Stock Market Finals: Who Shined in August?
In a busy August, the Ftse Eb of Piazza Affari closed on a positive note, exceeding 34 thousand points thanks to a rise of 0,53% on Friday and a final balance of 1,8%. Frankfurt It stood out with new records, marking a +2,15%, despite the German economic challenges. Paris followed with a more modest +1,3%. More timid London with a +0,10%, while Amsterdam saw a decline of 0,2%.
At Piazza Affari, Ferrari was the undisputed protagonist, with a jump of 17,56%, followed by nexi (+ 11,24%) and Generali (+3,97%). In contrast, Tenaris saw a drop of 9,97%, but recovered with a +3,9% in the last week. Saipem e Bper suffered losses of 7,6% and 6,33% respectively.
overseas, Wall Street closed August in positive territory with S & P 500 at +2,28%, the seventh positive month out of eight in 2024, Dow Jones at +1,76% and Nasdaq Composite at +0,65%. However, the Bloomberg Big Seven index saw a 0,5% red, influenced by the decline of Tesla (-7,74%), A (-4,76%) And Amazon (-4,53%). Microsoft limited the damage with a -0,29%, while Meta shone with a +9,74%. Apple gained 3,12% and Nvidia closed with a +2%, despite the -7% in the last sessions due to the accounts that did not pulverize the forecasts.

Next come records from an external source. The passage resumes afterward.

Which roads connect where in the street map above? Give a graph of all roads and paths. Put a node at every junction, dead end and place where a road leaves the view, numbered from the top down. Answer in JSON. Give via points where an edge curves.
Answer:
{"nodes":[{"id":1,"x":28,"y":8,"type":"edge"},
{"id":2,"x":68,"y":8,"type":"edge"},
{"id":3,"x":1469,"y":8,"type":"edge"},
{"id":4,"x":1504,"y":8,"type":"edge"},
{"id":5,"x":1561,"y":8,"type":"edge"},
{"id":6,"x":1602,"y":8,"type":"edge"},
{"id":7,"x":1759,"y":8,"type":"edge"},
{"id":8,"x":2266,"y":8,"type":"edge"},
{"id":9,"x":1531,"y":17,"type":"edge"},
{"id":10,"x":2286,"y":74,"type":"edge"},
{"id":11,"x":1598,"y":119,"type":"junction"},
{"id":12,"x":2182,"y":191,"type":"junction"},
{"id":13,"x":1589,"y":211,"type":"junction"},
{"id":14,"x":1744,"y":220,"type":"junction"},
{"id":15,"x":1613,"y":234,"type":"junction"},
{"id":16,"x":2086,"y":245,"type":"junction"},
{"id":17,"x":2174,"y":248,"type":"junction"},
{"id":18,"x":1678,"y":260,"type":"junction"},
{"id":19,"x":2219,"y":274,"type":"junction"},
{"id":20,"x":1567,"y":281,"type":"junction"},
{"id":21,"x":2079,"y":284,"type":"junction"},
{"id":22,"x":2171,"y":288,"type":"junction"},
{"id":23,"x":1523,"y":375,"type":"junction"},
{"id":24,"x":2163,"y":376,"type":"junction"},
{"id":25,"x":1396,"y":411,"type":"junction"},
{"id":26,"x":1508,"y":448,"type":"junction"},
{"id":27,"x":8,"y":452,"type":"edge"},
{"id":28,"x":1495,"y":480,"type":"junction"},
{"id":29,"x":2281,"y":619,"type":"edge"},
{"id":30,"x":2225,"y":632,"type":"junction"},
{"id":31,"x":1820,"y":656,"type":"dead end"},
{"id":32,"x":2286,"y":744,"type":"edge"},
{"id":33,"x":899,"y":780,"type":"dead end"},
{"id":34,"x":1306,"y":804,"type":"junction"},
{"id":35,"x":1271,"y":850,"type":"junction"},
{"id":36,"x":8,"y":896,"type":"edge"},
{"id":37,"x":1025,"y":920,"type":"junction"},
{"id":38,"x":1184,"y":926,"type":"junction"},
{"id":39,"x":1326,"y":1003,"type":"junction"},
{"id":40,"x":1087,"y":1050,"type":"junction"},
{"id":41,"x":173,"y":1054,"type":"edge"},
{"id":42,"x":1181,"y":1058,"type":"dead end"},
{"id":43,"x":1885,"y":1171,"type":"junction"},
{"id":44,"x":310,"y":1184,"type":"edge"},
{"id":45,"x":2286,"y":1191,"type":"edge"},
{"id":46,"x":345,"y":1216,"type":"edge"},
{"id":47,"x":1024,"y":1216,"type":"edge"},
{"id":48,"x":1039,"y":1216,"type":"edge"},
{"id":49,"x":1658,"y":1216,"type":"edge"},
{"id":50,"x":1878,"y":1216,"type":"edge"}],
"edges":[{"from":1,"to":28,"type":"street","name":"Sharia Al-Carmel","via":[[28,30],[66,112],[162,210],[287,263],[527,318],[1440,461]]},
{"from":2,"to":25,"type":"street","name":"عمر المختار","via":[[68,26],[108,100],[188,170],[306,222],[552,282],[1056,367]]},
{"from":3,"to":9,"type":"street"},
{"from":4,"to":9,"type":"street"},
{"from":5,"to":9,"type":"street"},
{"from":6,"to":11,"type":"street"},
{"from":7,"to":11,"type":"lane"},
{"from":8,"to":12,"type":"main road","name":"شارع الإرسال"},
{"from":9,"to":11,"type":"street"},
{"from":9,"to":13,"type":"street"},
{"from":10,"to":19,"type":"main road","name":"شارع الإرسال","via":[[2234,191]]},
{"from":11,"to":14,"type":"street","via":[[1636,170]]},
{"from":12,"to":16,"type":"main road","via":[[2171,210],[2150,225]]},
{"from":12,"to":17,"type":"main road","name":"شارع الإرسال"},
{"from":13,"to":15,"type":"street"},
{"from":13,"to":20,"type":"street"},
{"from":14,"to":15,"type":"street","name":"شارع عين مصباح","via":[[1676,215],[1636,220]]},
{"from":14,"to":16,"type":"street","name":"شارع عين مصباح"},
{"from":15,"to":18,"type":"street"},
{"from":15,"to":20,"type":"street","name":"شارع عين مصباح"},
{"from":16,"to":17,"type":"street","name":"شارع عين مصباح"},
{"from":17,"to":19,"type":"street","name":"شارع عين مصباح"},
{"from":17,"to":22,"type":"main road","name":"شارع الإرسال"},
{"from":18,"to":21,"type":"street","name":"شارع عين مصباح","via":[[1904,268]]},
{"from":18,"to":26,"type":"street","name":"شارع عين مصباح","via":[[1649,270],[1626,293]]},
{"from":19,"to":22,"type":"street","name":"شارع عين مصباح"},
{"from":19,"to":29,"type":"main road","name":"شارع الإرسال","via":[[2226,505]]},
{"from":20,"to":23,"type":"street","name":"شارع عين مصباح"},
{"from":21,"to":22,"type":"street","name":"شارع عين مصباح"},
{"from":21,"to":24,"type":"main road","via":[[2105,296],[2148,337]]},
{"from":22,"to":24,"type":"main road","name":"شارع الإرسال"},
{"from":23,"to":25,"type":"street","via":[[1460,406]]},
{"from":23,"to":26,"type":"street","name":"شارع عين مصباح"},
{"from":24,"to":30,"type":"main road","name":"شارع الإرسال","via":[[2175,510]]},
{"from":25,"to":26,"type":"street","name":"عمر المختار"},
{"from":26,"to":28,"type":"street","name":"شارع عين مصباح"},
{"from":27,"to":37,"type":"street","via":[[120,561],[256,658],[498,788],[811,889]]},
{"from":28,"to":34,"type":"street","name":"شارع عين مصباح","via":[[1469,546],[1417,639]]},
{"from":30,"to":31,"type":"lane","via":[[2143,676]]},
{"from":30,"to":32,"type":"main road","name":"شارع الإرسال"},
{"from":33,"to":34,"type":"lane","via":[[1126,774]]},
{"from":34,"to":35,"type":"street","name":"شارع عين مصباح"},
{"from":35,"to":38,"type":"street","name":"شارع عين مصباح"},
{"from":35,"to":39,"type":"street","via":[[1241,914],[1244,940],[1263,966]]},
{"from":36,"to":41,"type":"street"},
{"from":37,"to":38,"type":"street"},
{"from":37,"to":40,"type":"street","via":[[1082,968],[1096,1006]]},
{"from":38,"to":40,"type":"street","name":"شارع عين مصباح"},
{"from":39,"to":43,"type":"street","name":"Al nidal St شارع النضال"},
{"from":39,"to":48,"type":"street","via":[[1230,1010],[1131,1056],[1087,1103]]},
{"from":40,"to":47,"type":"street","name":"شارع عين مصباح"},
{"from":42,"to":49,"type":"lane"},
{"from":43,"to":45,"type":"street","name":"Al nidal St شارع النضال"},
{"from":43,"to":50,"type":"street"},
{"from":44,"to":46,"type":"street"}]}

Tokyo, the epicentre of the financial “earthquake” at the beginning of August, is also recovering: Nikkei closed at a modest +0,32%.
For Petroleum, August was a month to forget: WTI lost 5,6% and 1,3% in the last week alone due to tensions in the Middle East and Libya blocking crude oil exports. Instead, thegold shined with a 2,2% gain for the month, although it gave up some ground with a 0,4% decline in the last week.
Markets too confident?
The risk of a rude awakening is just around the corner. Even if recent inflation data in Europe and the United States have brought some calm and reduced volatility, there is no reason to lower our guard. The Investors they look a bit too sure of the next moves by central banks, especially the Fed. Current market expectations are for a 100 basis point rate cut in three meetings, one of which will be right after the US presidential election. But a small jolt could come soon, with themonthly job market update: after all, it was from there that one of the sparks of the storm at the beginning of the month started.